Art. 1.464 – Tem o credor direito a verificar o estado do veículo empenhado, inspecionando-o onde se achar, por si ou por pessoa que credenciar.
Lei 10.406/2002 – Acesso em 02/03/2026
O Art. 1.464 do Código Civil, inserido no capítulo que trata do penhor, estabelece um direito fundamental ao credor pignoratício: o de verificar o estado do veículo empenhado. Este dispositivo visa garantir a integridade da garantia real, permitindo ao credor acompanhar a conservação do bem que assegura seu crédito. A prerrogativa de inspeção pode ser exercida pessoalmente ou por meio de um procurador, reforçando a natureza de direito potestativo do credor sobre a coisa empenhada.
A doutrina civilista, ao analisar o penhor de veículos, destaca a importância desta norma para a segurança jurídica das operações de crédito. A possibilidade de inspeção mitiga riscos de deterioração ou desvalorização do bem, que poderiam comprometer a eficácia da garantia. Contudo, a norma não especifica a periodicidade ou a forma dessa fiscalização, gerando discussões sobre os limites e a razoabilidade do exercício desse direito, especialmente para evitar abusos ou constrangimentos ao devedor.

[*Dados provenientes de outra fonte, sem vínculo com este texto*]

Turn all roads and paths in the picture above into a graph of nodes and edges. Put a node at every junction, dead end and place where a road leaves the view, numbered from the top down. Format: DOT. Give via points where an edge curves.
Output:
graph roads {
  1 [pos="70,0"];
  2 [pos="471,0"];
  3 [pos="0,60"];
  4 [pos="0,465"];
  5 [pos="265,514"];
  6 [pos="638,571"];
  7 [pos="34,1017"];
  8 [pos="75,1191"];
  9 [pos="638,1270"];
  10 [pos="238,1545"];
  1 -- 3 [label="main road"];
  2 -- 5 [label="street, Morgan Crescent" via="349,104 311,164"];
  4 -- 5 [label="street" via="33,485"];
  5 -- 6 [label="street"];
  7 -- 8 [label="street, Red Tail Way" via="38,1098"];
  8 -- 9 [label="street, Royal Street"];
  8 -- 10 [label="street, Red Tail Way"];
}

Na prática forense, surgem controvérsias sobre a interpretação do termo “onde se achar”, que pode ser interpretado como o local de guarda habitual do veículo ou qualquer lugar onde ele se encontre. A jurisprudência, embora escassa em casos específicos sobre este artigo, tende a ponderar o direito do credor com a boa-fé e a privacidade do devedor, exigindo que a fiscalização seja exercida de forma a não inviabilizar o uso normal do bem pelo devedor. Conforme análises realizadas pelo sistema de inteligência artificial jurídica Redizz, que mapeia a legislação brasileira, a ausência de regulamentação mais detalhada sobre a frequência e o modo da inspeção abre espaço para a negociação contratual entre as partes, que podem estipular condições específicas para o exercício desse direito.

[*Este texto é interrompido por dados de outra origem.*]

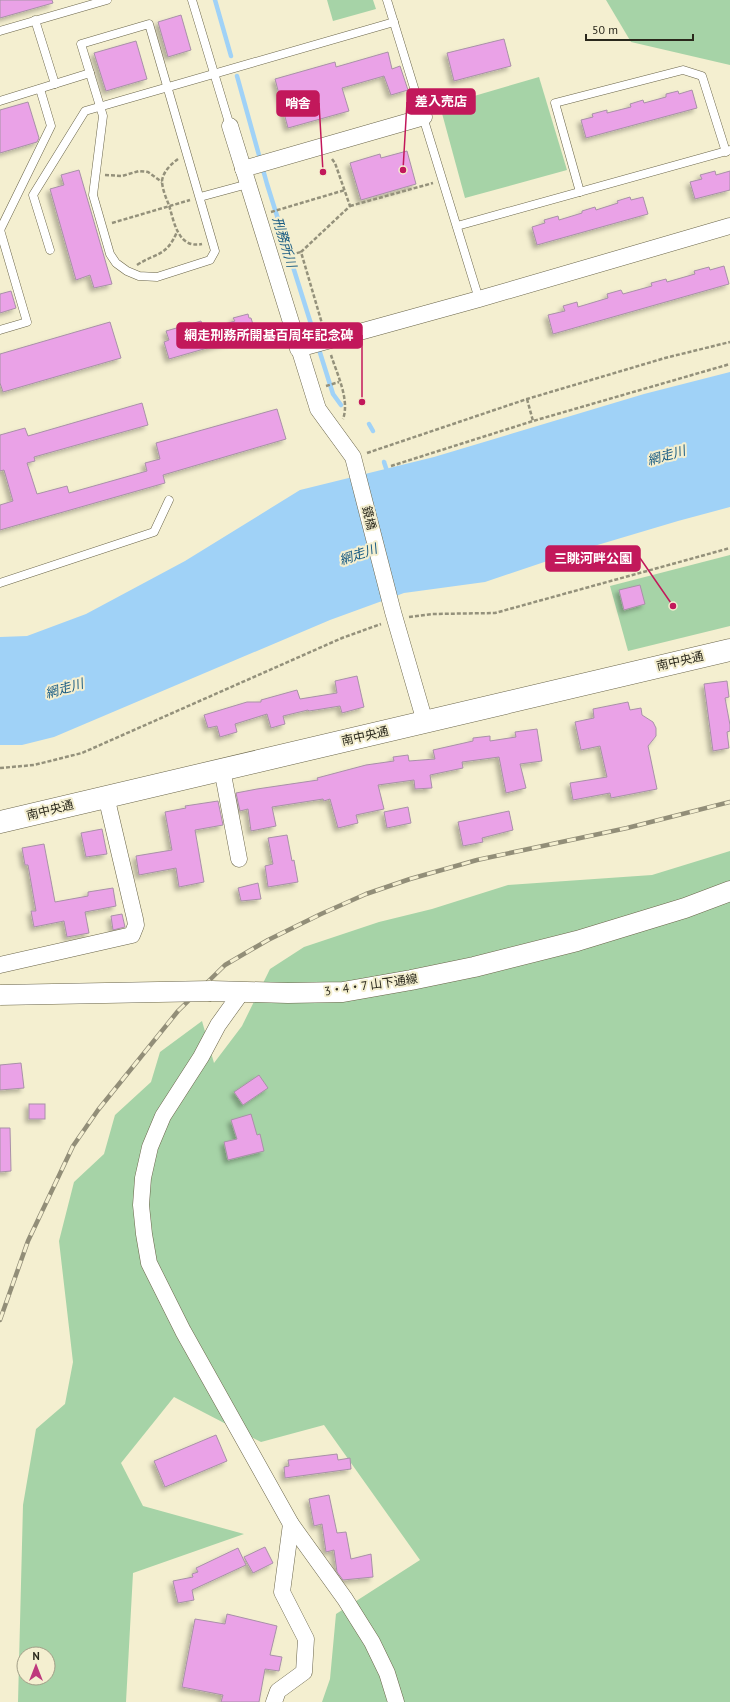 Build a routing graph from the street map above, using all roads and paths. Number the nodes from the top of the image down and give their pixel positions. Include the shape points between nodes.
1 (107, 0) edge
2 (192, 0) edge
3 (387, 0) edge
4 (35, 20) junction
5 (394, 22) junction
6 (0, 30) edge
7 (90, 73) junction
8 (214, 74) junction
9 (55, 84) junction
10 (167, 87) junction
11 (40, 89) junction
12 (0, 101) edge
13 (99, 106) junction
14 (424, 117) junction
15 (230, 126) joint
16 (321, 147) junction
17 (728, 151) edge
18 (187, 154) junction
19 (243, 169) junction
20 (95, 175) junction
21 (443, 180) junction
22 (162, 182) junction
23 (248, 184) junction
24 (346, 190) junction
25 (580, 192) junction
26 (200, 197) junction
27 (350, 206) junction
28 (169, 207) junction
29 (273, 212) dead end
30 (101, 226) junction
31 (457, 226) junction
32 (730, 226) edge
33 (0, 230) edge
34 (177, 232) junction
35 (212, 240) junction
36 (50, 250) dead end
37 (301, 252) junction
38 (286, 256) dead end
39 (127, 271) junction
40 (479, 299) junction
41 (0, 330) edge
42 (730, 342) edge
43 (315, 345) junction
44 (730, 364) edge
45 (339, 382) junction
46 (327, 386) dead end
47 (527, 399) junction
48 (533, 421) junction
49 (337, 435) junction
50 (355, 464) junction
51 (391, 466) dead end
52 (169, 500) dead end
53 (730, 548) edge
54 (0, 583) edge
55 (394, 615) junction
56 (730, 650) edge
57 (425, 722) junction
58 (0, 768) edge
59 (222, 769) junction
60 (106, 796) junction
61 (0, 822) edge
62 (239, 859) dead end
63 (730, 891) edge
64 (0, 965) edge
65 (240, 993) junction
66 (0, 995) edge
67 (292, 1524) junction
68 (274, 1702) edge
69 (396, 1702) edge

1 - 4 lane
2 - 8 lane
3 - 5 lane
4 - 6 lane
4 - 9 lane
5 - 8 lane
5 - 14 lane
7 - 9 lane
7 - 10 lane via 81,44 149,24
7 - 13 lane
8 - 10 lane
8 - 15 lane
9 - 11 lane
10 - 13 lane
10 - 18 lane
11 - 12 lane
11 - 33 lane via 51,126
13 - 20 lane via 102,116
13 - 36 lane via 85,111 33,195
14 - 16 street
14 - 21 lane
15 - 19 street
16 - 19 street
16 - 24 path via 335,163
17 - 25 lane
17 - 25 lane via 702,76 683,70 556,103
18 - 22 path via 169,167
18 - 26 lane
19 - 23 street
20 - 22 path via 122,176 139,171 148,172
20 - 30 lane via 93,195
21 - 27 path
21 - 31 lane
22 - 28 path
23 - 26 lane
23 - 43 street
24 - 27 path
24 - 29 path
25 - 31 lane
26 - 28 path
26 - 35 lane
27 - 37 path
28 - 30 path
28 - 34 path
30 - 39 lane via 110,254 116,263
31 - 40 lane
32 - 40 street
33 - 41 lane via 27,322
34 - 35 path via 183,240 196,245
34 - 39 path via 167,249
35 - 39 lane via 214,251 210,260 157,277 139,276
37 - 38 path
37 - 43 path
40 - 43 street
42 - 47 path via 665,358
43 - 45 path
43 - 49 street via 318,409
44 - 48 path
45 - 46 path
45 - 49 path via 344,398 344,415
47 - 48 path
47 - 50 path
48 - 51 path
49 - 50 street
50 - 55 street, 鏡橋
52 - 54 lane via 154,532
53 - 55 path via 495,613
55 - 57 street, 鏡橋
55 - 58 path via 82,753 34,765
56 - 57 highway, 南中央通
57 - 59 highway, 南中央通
59 - 60 highway, 南中央通
59 - 62 street
60 - 61 highway, 南中央通
60 - 64 street via 135,919 136,925 132,935
63 - 65 street, 3・4・7 山下通線 via 685,908 577,941 474,967 343,992
65 - 66 street, 3・4・7 山下通線, bridge via 211,991
65 - 67 street via 163,1116 150,1147 143,1178 141,1205 149,1263 182,1331
67 - 68 street via 282,1592 306,1639 304,1672 278,1691
67 - 69 street via 372,1642 387,1673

Para a advocacia, é crucial orientar tanto credores quanto devedores sobre as implicações do Art. 1.464. Para o credor, a inclusão de cláusulas contratuais claras sobre a forma e periodicidade da inspeção pode prevenir litígios. Para o devedor, é importante estar ciente de seu dever de permitir a fiscalização, mas também de seus direitos de não ser submetido a inspeções vexatórias ou excessivas. A boa-fé objetiva e a função social do contrato são princípios que devem nortear a aplicação deste dispositivo, buscando um equilíbrio entre os interesses das partes envolvidas na relação pignoratícia.